The console builds per-site masks by sweeping the horizon against real terrain when a Cesium ion terrain token is configured, and precomputes the result so the mask renders instantly on focus. Without a terrain token, it falls back to a synthetic horizon profile and labels it as synthetic; the console never presents a guessed mask as measured terrain. The mask appears two ways:
- On the globe, as a horizon ring around the site during gateway focus.
- On the entity card, as an azimuth-elevation plot you can read pass geometry against.
Masks feed pass prediction and coverage scoring, so a mountain to the north shows up as shorter northern passes in the schedule, not just as scenery.
Feeder links
Feeder links connect gateways to satellites over Ka band. The console synthesizes feeder link geometry from feasibility rules rather than trusting topology alone: a link requires at least 10 degrees of elevation at the site and a slant range within roughly 4200 km. Links carry utilization, capacity, latency, SNR, and margin from telemetry where it exists, and the predictions panel forecasts SNR for them.
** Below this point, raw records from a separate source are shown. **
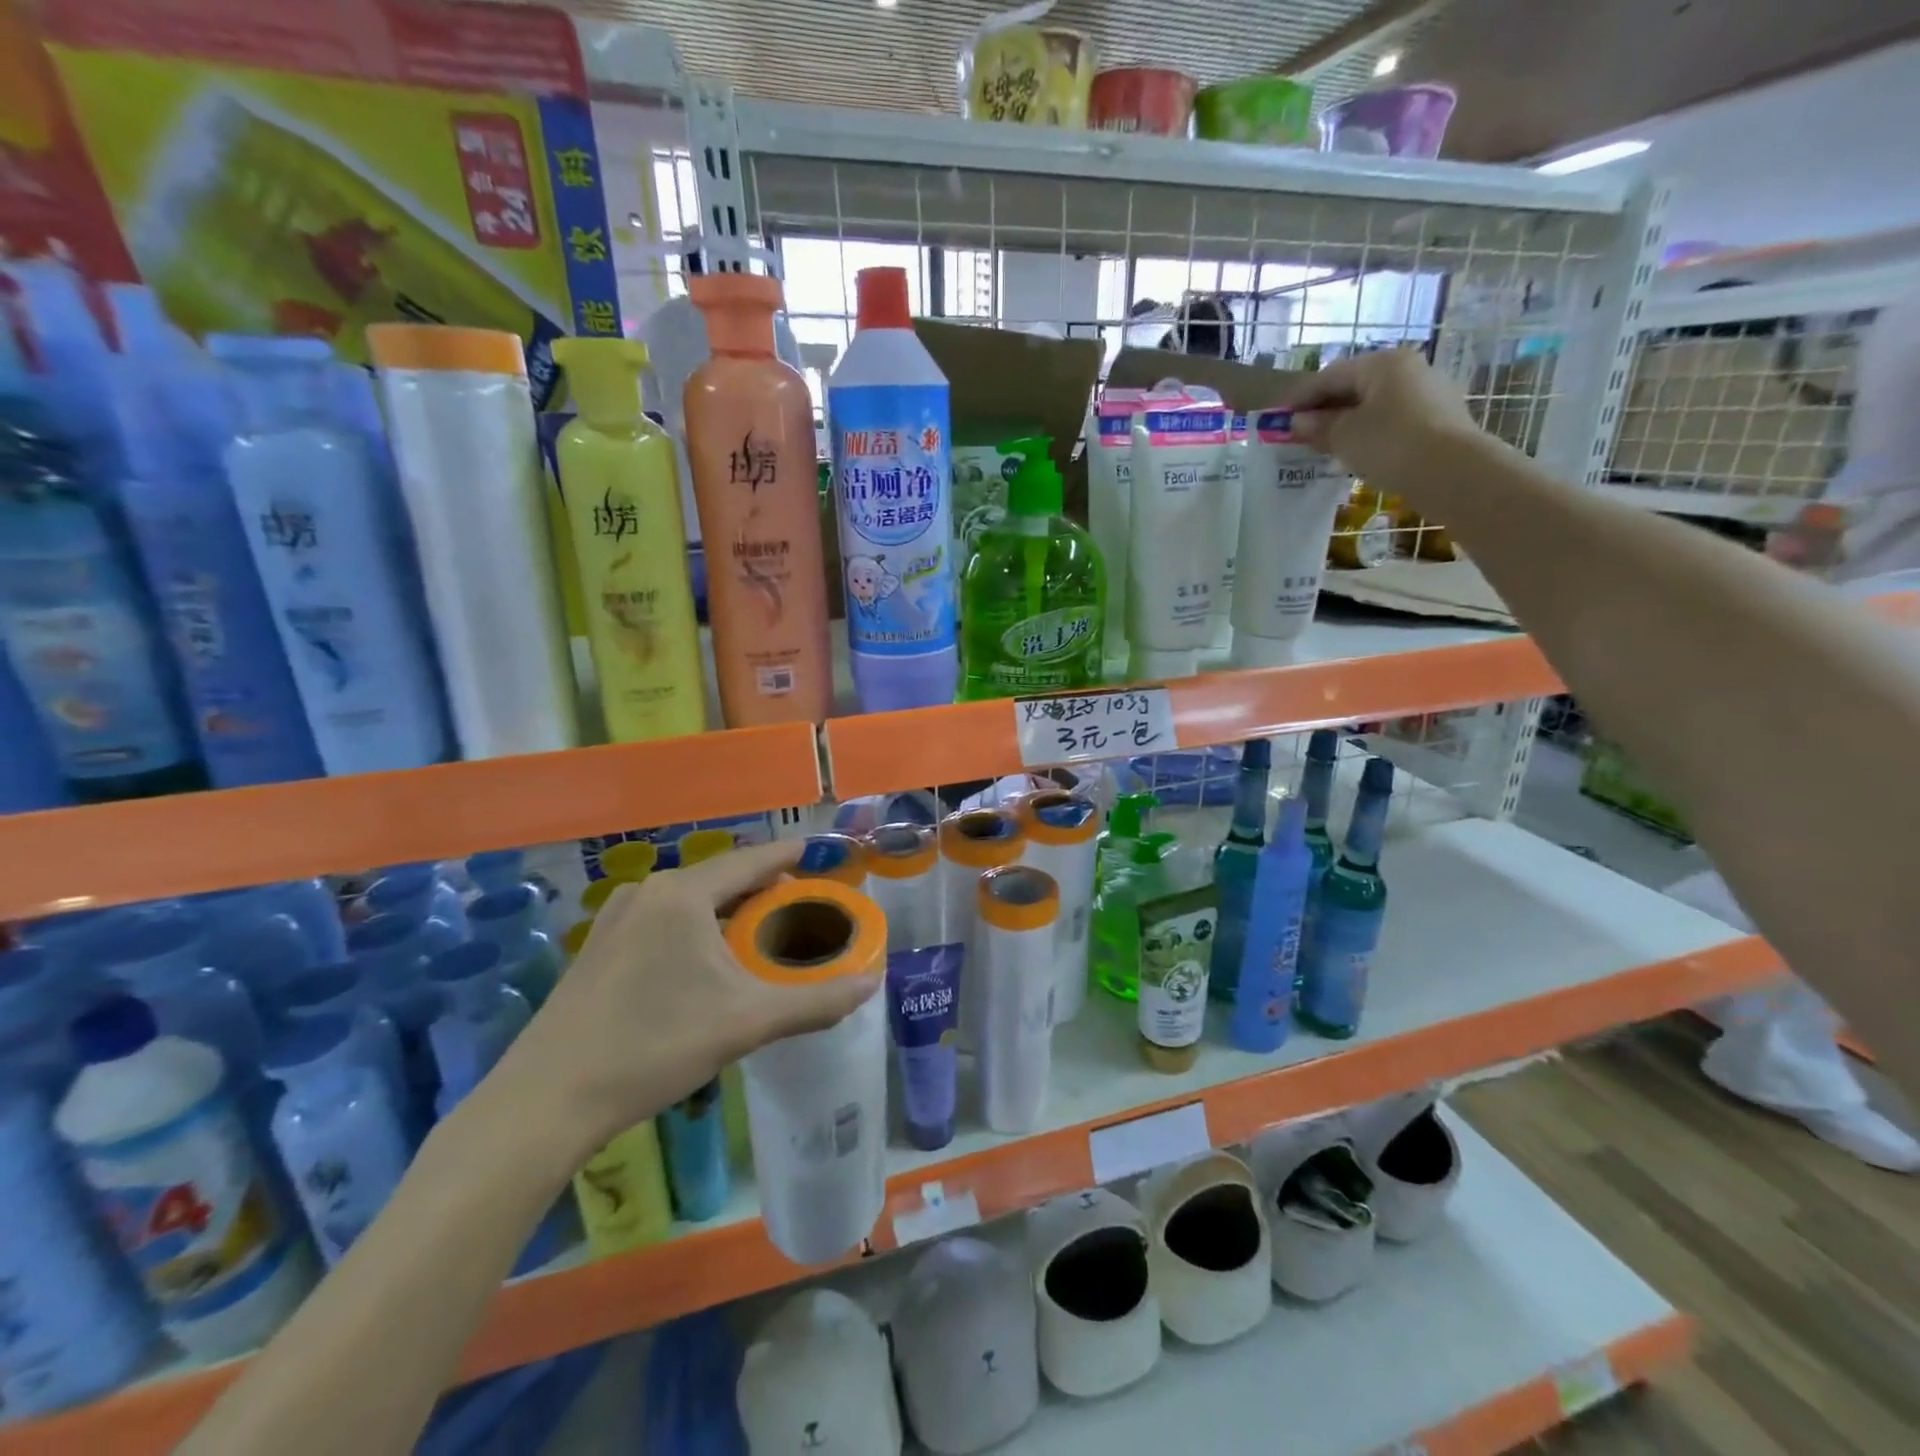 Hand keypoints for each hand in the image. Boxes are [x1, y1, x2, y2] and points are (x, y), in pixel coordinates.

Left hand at [493, 841, 882, 1152]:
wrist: (546, 1100)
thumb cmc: (654, 1045)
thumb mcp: (745, 1022)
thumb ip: (815, 1001)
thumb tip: (871, 984)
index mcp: (684, 894)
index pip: (751, 860)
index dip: (788, 855)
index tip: (816, 852)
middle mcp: (648, 891)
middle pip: (721, 877)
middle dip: (761, 888)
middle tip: (798, 906)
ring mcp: (616, 918)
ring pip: (690, 900)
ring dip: (727, 910)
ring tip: (758, 933)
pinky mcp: (598, 947)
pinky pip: (663, 920)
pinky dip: (696, 926)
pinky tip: (705, 960)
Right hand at [1282, 348, 1483, 487]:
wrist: (1451, 471)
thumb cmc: (1390, 444)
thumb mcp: (1344, 436)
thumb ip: (1317, 426)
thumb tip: (1297, 422)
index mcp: (1383, 363)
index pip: (1330, 376)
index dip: (1301, 398)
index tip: (1278, 418)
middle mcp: (1408, 369)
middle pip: (1355, 387)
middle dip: (1325, 410)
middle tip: (1299, 434)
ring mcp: (1428, 393)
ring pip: (1375, 405)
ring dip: (1347, 423)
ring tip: (1325, 446)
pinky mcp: (1439, 419)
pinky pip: (1393, 420)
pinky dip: (1369, 433)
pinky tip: (1357, 452) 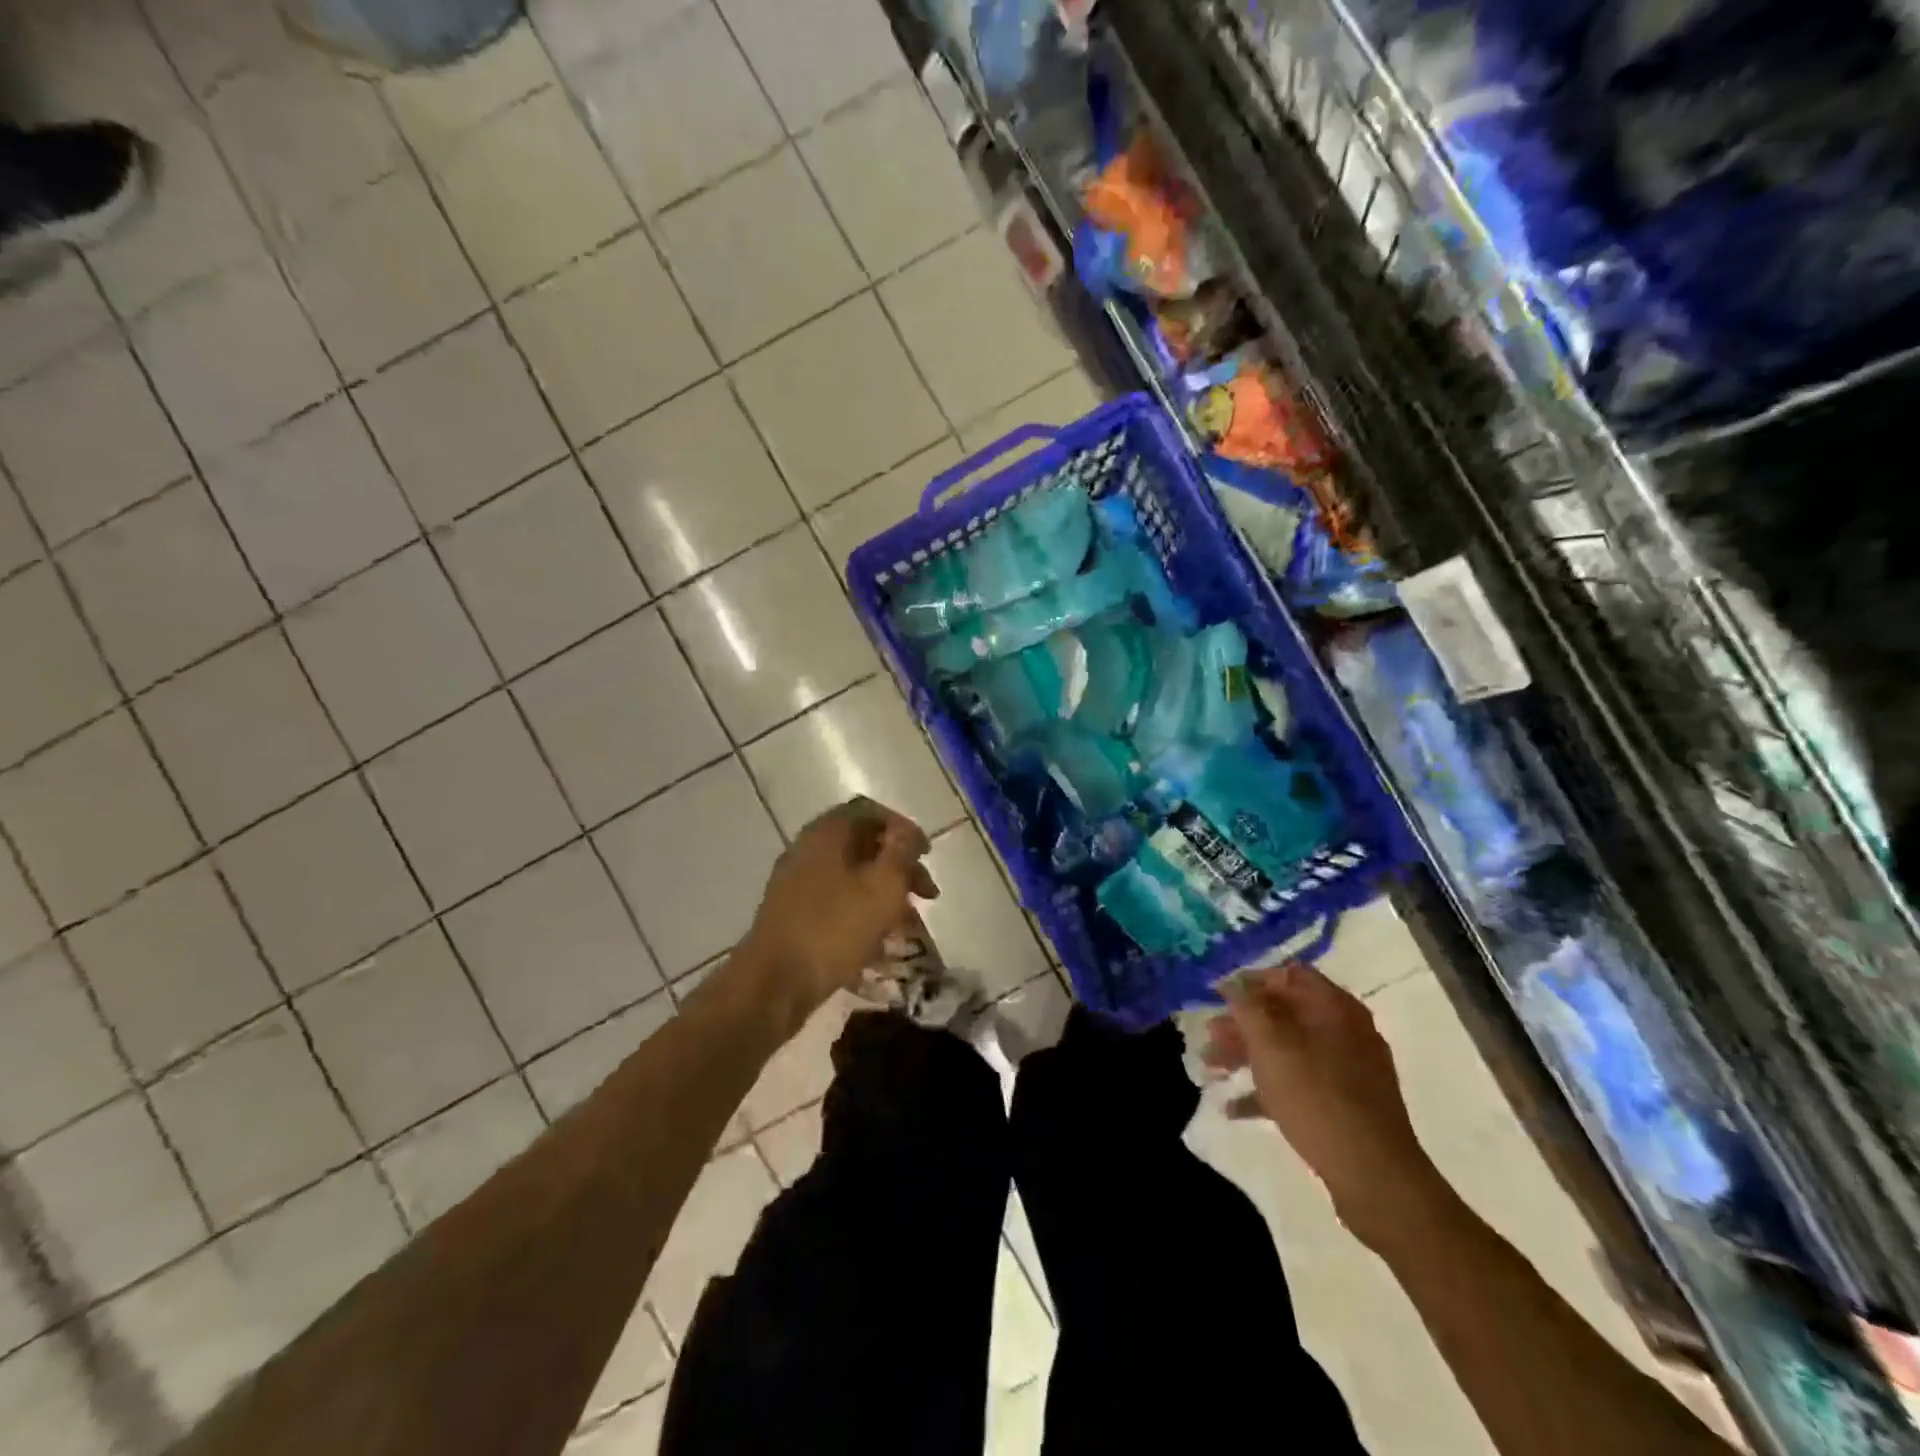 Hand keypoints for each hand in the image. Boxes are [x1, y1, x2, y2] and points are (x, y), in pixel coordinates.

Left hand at [737, 797, 938, 1029]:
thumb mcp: (883, 887)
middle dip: (899, 867)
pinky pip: (836, 901)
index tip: (926, 854)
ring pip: (852, 877)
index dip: (903, 828)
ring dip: (884, 893)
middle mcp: (808, 849)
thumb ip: (901, 853)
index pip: (870, 811)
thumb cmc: (834, 929)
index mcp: (827, 833)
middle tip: (927, 894)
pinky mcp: (792, 914)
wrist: (773, 984)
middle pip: (863, 845)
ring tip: (909, 925)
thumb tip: (908, 832)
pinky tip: (880, 943)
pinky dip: (862, 912)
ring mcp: (796, 882)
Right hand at [1204, 962, 1440, 1246]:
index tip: (1218, 994)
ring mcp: (1348, 1071)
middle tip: (1208, 1035)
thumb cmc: (1316, 1095)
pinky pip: (1298, 1085)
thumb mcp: (1270, 1042)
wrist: (1374, 1175)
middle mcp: (1345, 1031)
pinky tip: (1233, 1108)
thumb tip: (1232, 982)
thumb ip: (1247, 1005)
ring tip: (1210, 1069)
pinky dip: (1266, 1091)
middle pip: (1284, 1014)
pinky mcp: (1345, 1107)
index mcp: (1334, 1007)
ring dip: (1246, 1056)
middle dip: (1242, 1023)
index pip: (1289, 974)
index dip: (1251, 980)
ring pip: (1287, 1050) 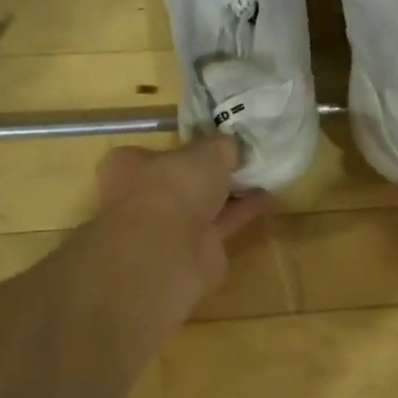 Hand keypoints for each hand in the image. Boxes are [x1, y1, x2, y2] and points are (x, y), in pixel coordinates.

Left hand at [90, 136, 273, 318]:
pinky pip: (220, 225)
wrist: (167, 253)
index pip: (158, 153)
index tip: (217, 144)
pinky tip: (268, 201)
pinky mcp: (191, 252)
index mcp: (130, 166)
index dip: (188, 147)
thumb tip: (230, 148)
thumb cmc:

A geometric line is visibility, not connectivity. The console keeps that distinction: link budgets and rain-degraded analyses (see Simulations and scenarios) are what decide whether a visible link actually closes with margin.
The GSaaS catalog
Beyond your own gateways, the console ships a ground-station-as-a-service catalog: provider sites you can display, compare against, and include in siting analyses. Providers are grouped by vendor in the Assets panel:
| Provider | Notes |
|---|---|
| KSAT | Polar-heavy global network |
| AWS Ground Station | Cloud-colocated sites |
| Leaf Space | European-led network |
| SSC | Swedish Space Corporation global sites |
| Atlas Space Operations | US-led network |
| Viasat | Real-Time Earth network |
| RBC Signals | Aggregated multi-site network |
| Skynopy | LEO-focused network |
GSaaS sites are read-only catalog assets: real locations, display and geometry, no telemetry. They shine in candidate comparisons: "compare my Oslo gateway against the nearest three KSAT sites for contact time" scores every site with the same propagated tracks, windows, and masks.
Common workflows
| Task | How |
|---|---|
| Inspect a site | Click the gateway, or search it; the descent brings you to the dressed site |
| Read today's contact plan | Schedule tab on the gateway card |
| Check why low passes underperform | Elevation mask plot; look for terrain-raised azimuths |
| Compare candidate sites | Ask the assistant to compare sites; existing names resolve, new sites take lat/lon |
| Stress a site against rain | Re-run the comparison with a rain rate; clear-sky and degraded numbers report side by side |
| Plan around an outage | Simulate the gateway outage and read re-homed vs orphaned satellites |
Example scenarios
The fjord problem. A new northern site shows consistently shorter passes than its latitude promised. The operator focuses the gateway, and the elevation mask shows the horizon raised to 14 degrees across the northern azimuths by terrain. The pass schedule was already accounting for it; the original siting spreadsheet was not. The team re-runs the candidate comparison including two GSaaS alternatives before committing antennas.
Explaining a rainy-day SLA miss. A customer asks why throughput dipped on Tuesday. The operator seeks the replay to the dip, sees rain clouds over the serving gateway, opens the feeder link's telemetry against its predicted SNR, and exports the before/after comparison into a report showing rain fade, not fleet degradation, as the cause.